▶ [Exercise objective]: Down to the last word, output the records below, skipping any images.

===============

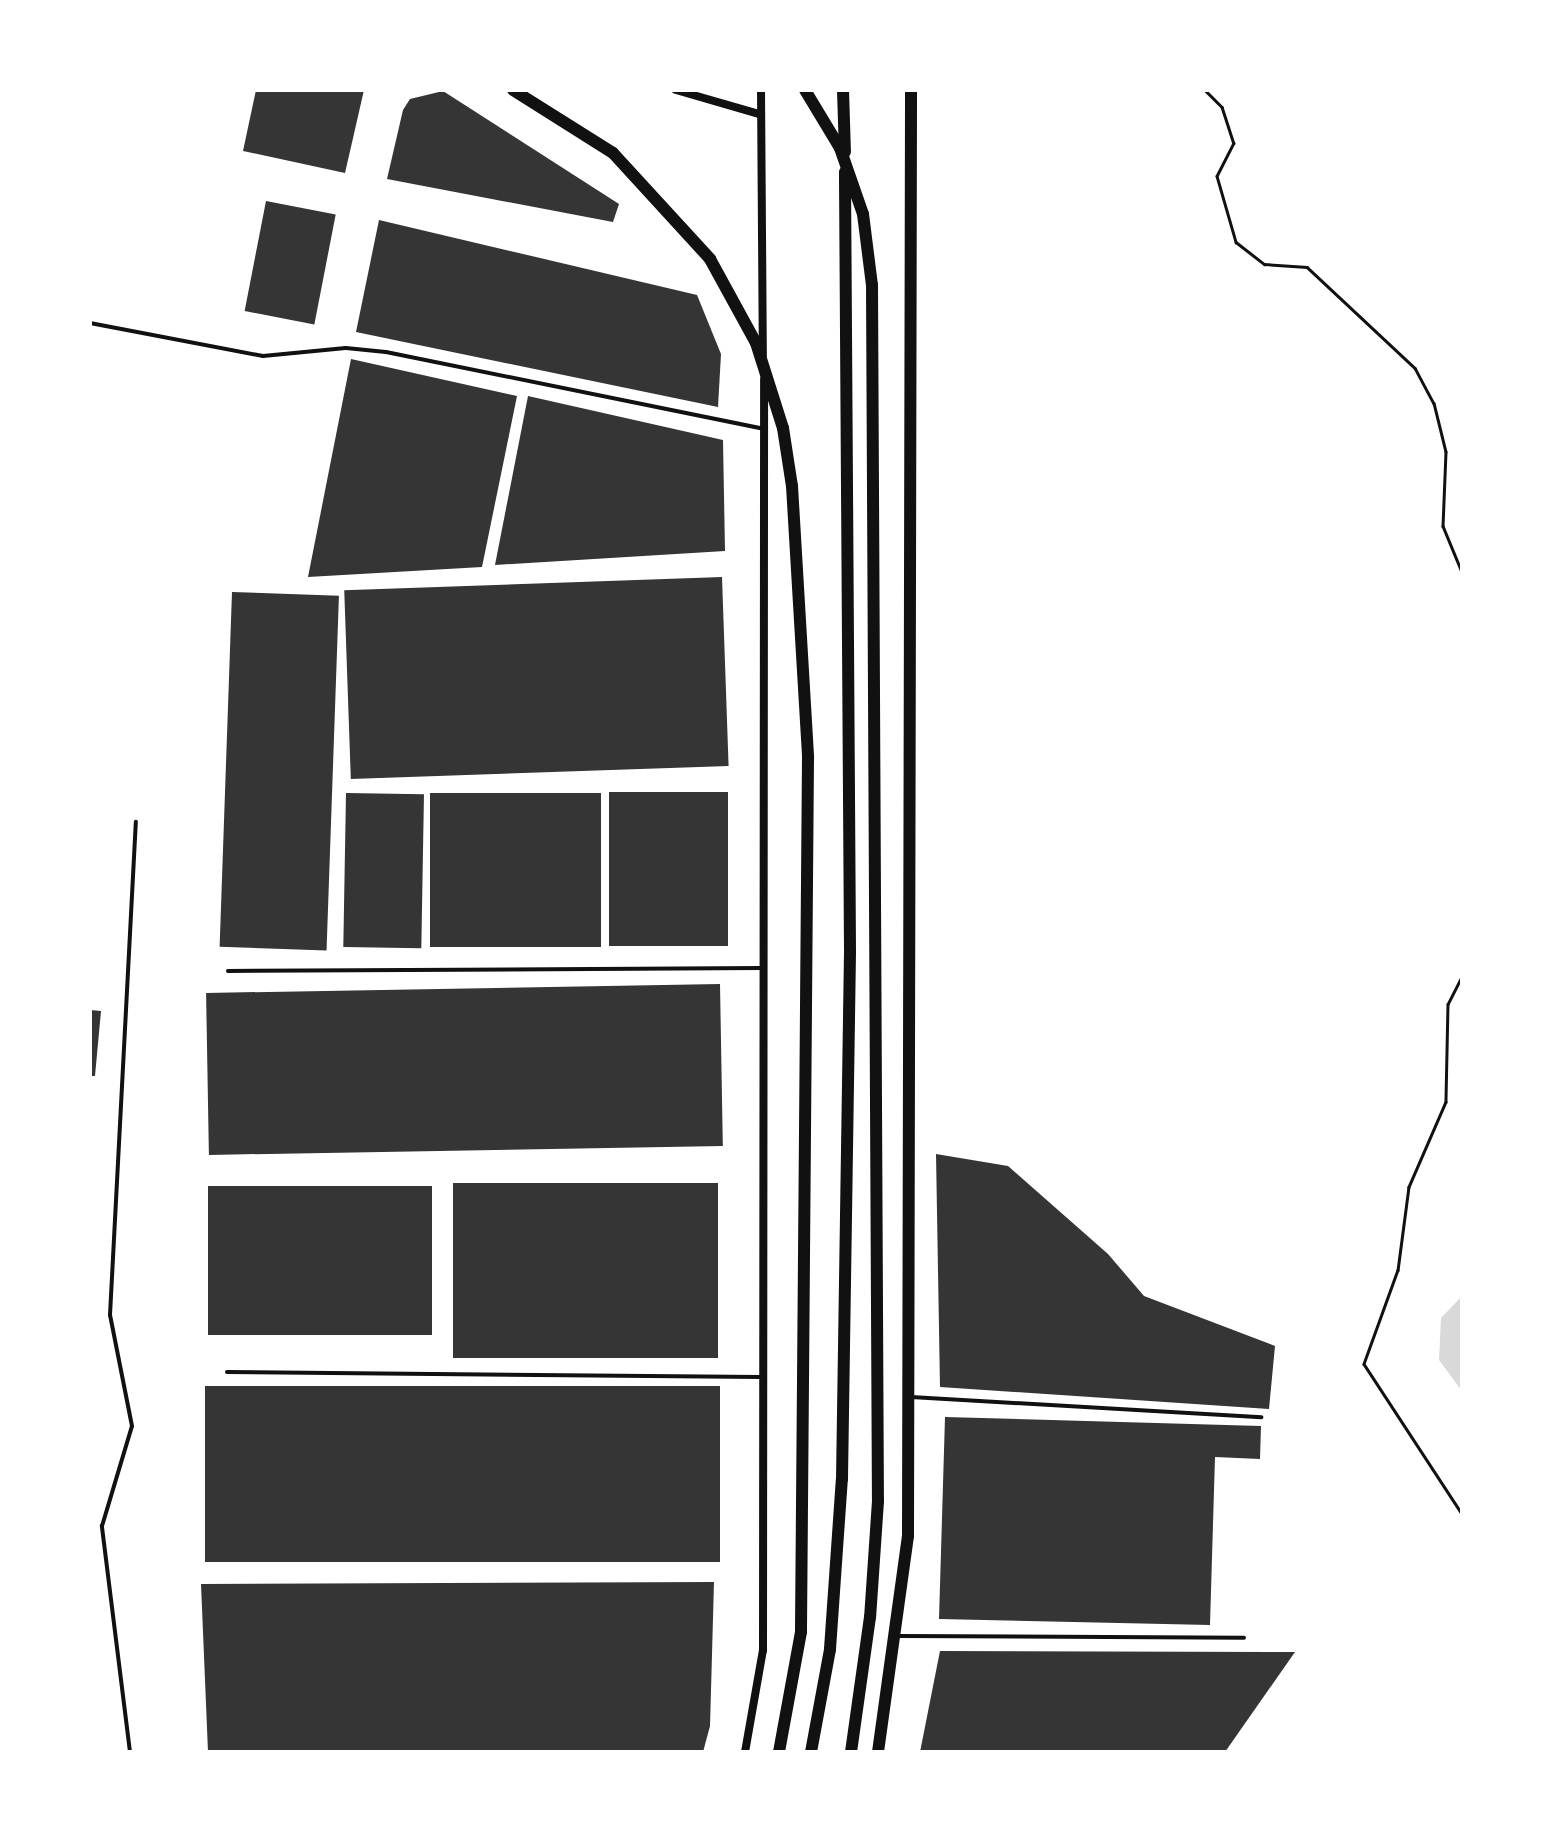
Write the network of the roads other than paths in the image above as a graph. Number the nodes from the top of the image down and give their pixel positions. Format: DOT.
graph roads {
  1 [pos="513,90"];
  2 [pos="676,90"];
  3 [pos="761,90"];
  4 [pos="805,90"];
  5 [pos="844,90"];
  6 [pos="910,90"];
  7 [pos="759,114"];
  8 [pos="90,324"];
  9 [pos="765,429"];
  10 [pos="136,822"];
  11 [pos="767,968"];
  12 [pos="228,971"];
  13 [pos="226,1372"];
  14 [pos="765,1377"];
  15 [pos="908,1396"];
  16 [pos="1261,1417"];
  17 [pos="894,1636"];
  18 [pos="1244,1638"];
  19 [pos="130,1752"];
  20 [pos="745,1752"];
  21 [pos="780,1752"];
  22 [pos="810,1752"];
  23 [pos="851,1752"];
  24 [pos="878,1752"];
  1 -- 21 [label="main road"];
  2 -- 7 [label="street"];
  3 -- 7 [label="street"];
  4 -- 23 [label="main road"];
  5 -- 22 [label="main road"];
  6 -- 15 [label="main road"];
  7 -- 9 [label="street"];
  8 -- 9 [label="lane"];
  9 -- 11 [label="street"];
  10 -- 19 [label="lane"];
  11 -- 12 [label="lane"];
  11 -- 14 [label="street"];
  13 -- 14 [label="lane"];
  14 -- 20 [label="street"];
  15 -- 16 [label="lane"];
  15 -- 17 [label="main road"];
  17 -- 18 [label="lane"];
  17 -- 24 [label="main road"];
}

===============

▶ [Exercise result]:
Write the network of the roads other than paths in the image above as a graph. Number the nodes from the top of the image down and give their pixel positions. Format: DOT.
graph roads {
  1 [pos="513,90"];
  2 [pos="676,90"];
  3 [pos="761,90"];
  4 [pos="805,90"];
  5 [pos="844,90"];
  6 [pos="910,90"];
  7 [pos="759,114"];
  8 [pos="90,324"];
  9 [pos="765,429"];
  10 [pos="136,822"];
  11 [pos="767,968"];
  12 [pos="228,971"];
  13 [pos="226,1372"];
  14 [pos="765,1377"];
  15 [pos="908,1396"];
  16 [pos="1261,1417"];
  17 [pos="894,1636"];
  18 [pos="1244,1638"];
  19 [pos="130,1752"];
  20 [pos="745,1752"];
  21 [pos="780,1752"];
  22 [pos="810,1752"];
  23 [pos="851,1752"];
  24 [pos="878,1752"];
  1 -- 21 [label="main road"];
  2 -- 7 [label="street"];
  3 -- 7 [label="street"];
  4 -- 23 [label="main road"];
  5 -- 22 [label="main road"];
  6 -- 15 [label="main road"];
  7 -- 9 [label="street"];
  8 -- 9 [label="lane"];
  9 -- 11 [label="street"];
  10 -- 19 [label="lane"];
  11 -- 12 [label="lane"];
  11 -- 14 [label="street"];
  13 -- 14 [label="lane"];
  14 -- 20 [label="street"];
  15 -- 16 [label="lane"];
  15 -- 17 [label="main road"];
  17 -- 18 [label="lane"];
  17 -- 24 [label="main road"];
}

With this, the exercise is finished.